Most the things I’ve collected through my life are important to me, but when I’m gone they won’t have much significance and I actively want my books which are by far the majority of my possessions to be spread far and wide. But the small accumulation of family things I have – all of which originated from the same great uncle - are mine on the understanding they stay in the family. There is an irony in all of this, but it’s a condition I’m prepared to accept and honour because the personal history they’ve accrued means something to me and will hopefully mean something to whoever gets them next.
‘The Hare With Amber Eyes’ is an intensely personal sort of memoir, just as personal as a treasured object handed on from one person to the next; it demanded and got an intensely personal response from me as a reader. There is a little bit of philosophy, a lot of memory, a painstaking reconstruction of the lives of long departed antecedents, and a good deal of sadness and anger in this account by a vicar’s son of his Jewish ancestors, and what they went through and lost. I feel like there are flaws in this book but no dishonesty and it totally got under my skin – there are places where I would like to argue with De Waal but he’s also given me far more than I imagined likely to think about as well as a hitherto unknown desire to read Proust.
Proust because Charles Ephrussi is one of the models for Charles Swann; De Waal makes him come alive as a charming man who collects netsuke with his mistress, a generous benefactor of the impressionists (who later turn on him over a love of symbolist painting and the Dreyfus affair), and in short someone who’s company I want to spend more time in.
The Vienna portion of the story is more fraught. I’m shamefully ignorant of what it meant to be Jewish in Austria at the turn of the century and found myself surprised that such a rich and well connected family managed to so misjudge the political situation – that in their world of international banking they had no inkling of what’s to come. My blood ran as cold as it was meant to when the Anschluss is described. When De Waal writes “‘Ein Volk, ein Reich, ein Führer’ and ‘Heil Hitler, Sieg Heil’” it echoes round my imagination as dark as you like, but I’m equally chilled by the admission that Anna – the servant who saves the netsuke for the children has almost vanished from history. She was always there but far enough beneath attention that her surname has vanished. What the family lose and how it’s lost is terrible, but I feel the general anger and sense of betrayal obscures how great a risk this woman took to save something for the children she must have loved.
But this is De Waal’s family and his story to tell as he chooses, so the narrative is richer for the very personal bias and pre occupations, and if sometimes it feels like a point is a little laboured or a supposition unsound I wouldn’t want it any other way.

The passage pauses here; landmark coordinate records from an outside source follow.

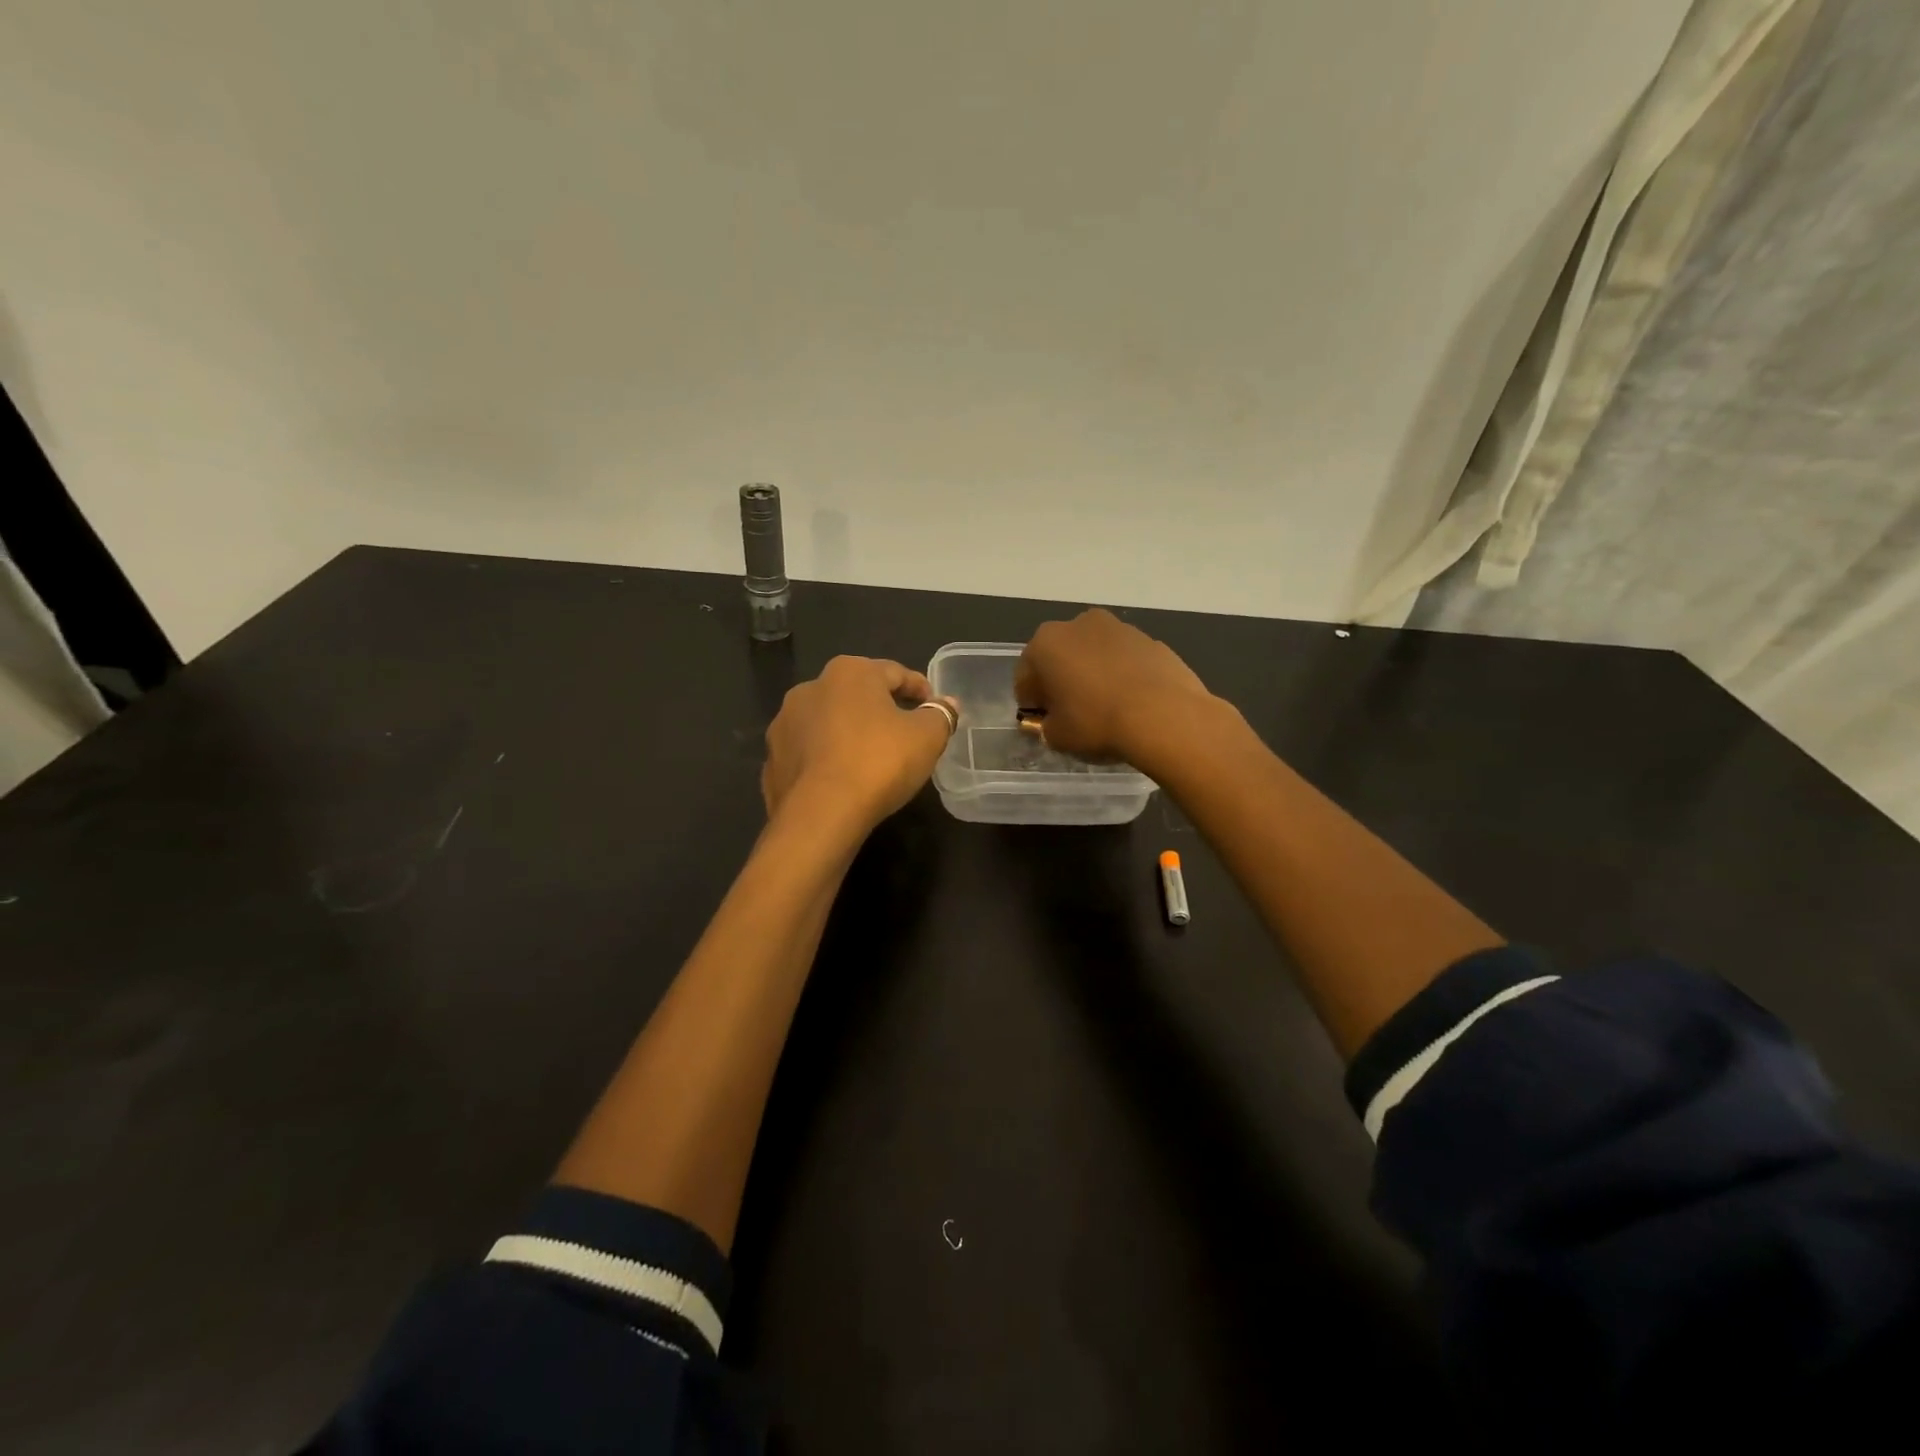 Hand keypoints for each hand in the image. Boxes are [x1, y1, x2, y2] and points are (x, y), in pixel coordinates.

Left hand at [762, 656, 957, 829]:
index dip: (921, 690)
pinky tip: (842, 780)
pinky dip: (826, 760)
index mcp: (850, 672)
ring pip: (829, 723)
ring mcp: (785, 724)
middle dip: (882, 710)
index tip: (935, 710)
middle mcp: (810, 688)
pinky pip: (809, 754)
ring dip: (850, 734)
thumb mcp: (927, 737)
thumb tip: (948, 703)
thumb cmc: (879, 762)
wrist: (820, 815)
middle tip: (905, 735)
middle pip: (858, 695)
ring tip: (872, 760)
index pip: (895, 672)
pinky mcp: (772, 760)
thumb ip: (940, 714)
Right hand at [1015, 609, 1215, 762]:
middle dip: (1062, 681)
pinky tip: (1132, 703)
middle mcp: (1078, 625)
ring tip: (1106, 708)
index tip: (1043, 722)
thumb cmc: (1097, 722)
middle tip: (1072, 713)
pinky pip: (1125, 660)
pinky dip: (1122, 675)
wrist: (1164, 716)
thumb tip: (1052, 722)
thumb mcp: (1057, 737)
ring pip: (1094, 654)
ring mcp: (1119, 628)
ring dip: (1093, 674)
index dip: (1032, 703)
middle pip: (1060, 656)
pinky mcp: (1150, 639)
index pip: (1026, 677)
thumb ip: (1046, 727)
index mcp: (1046, 643) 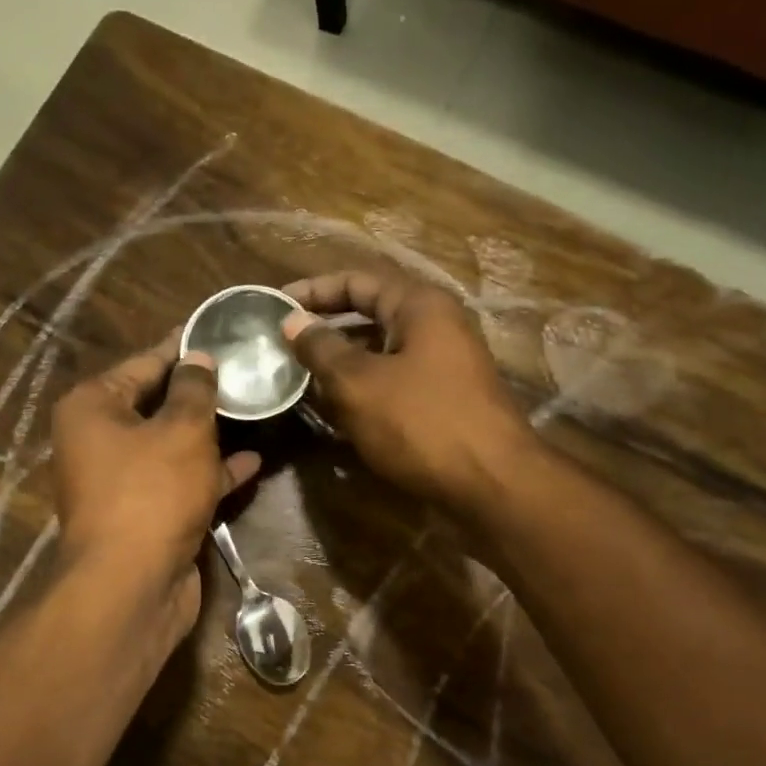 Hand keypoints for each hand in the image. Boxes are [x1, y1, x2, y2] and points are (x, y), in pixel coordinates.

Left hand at [51, 338, 259, 630]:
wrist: (133, 585)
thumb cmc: (152, 492)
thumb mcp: (182, 430)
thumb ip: (195, 389)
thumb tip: (198, 358)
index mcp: (93, 407)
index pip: (143, 363)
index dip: (182, 347)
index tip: (218, 332)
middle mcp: (100, 440)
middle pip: (156, 404)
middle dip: (200, 391)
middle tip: (244, 370)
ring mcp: (124, 481)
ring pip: (172, 445)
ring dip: (211, 432)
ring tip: (254, 408)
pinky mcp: (148, 514)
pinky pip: (182, 481)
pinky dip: (212, 472)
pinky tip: (252, 461)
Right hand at [282, 271, 533, 515]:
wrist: (492, 484)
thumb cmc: (421, 423)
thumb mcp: (358, 383)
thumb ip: (321, 349)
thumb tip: (293, 322)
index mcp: (420, 306)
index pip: (357, 281)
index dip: (312, 291)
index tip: (273, 307)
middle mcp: (437, 327)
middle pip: (370, 316)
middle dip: (325, 330)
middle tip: (282, 346)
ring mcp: (445, 366)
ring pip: (381, 354)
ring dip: (341, 365)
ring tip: (300, 380)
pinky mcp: (445, 401)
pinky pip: (395, 384)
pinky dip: (364, 391)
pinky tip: (336, 412)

I also think this is the most tremendous book about things and the allure they can exercise. The netsuke will undoubtedly be charming, amusing, desirable objects in themselves but I think De Waal holds them dear for the sake of his beloved great uncle, who would have loved them for the memories of playing with them in his mother’s dressing room. Anna must have had her memories of better times and past glories to sustain her through the indignities and hardships of war as she slept with them in her mattress. Emmy Ephrussi would surely have cherished them for their part in her family life long after her children grew out of playing with such toys, and Charles Ephrussi would have had recollections of Parisian afternoons in the back of discreet shops with his beautiful mistress every time he picked one up, which is perhaps why they had to go. How can you not be engaged by history like this?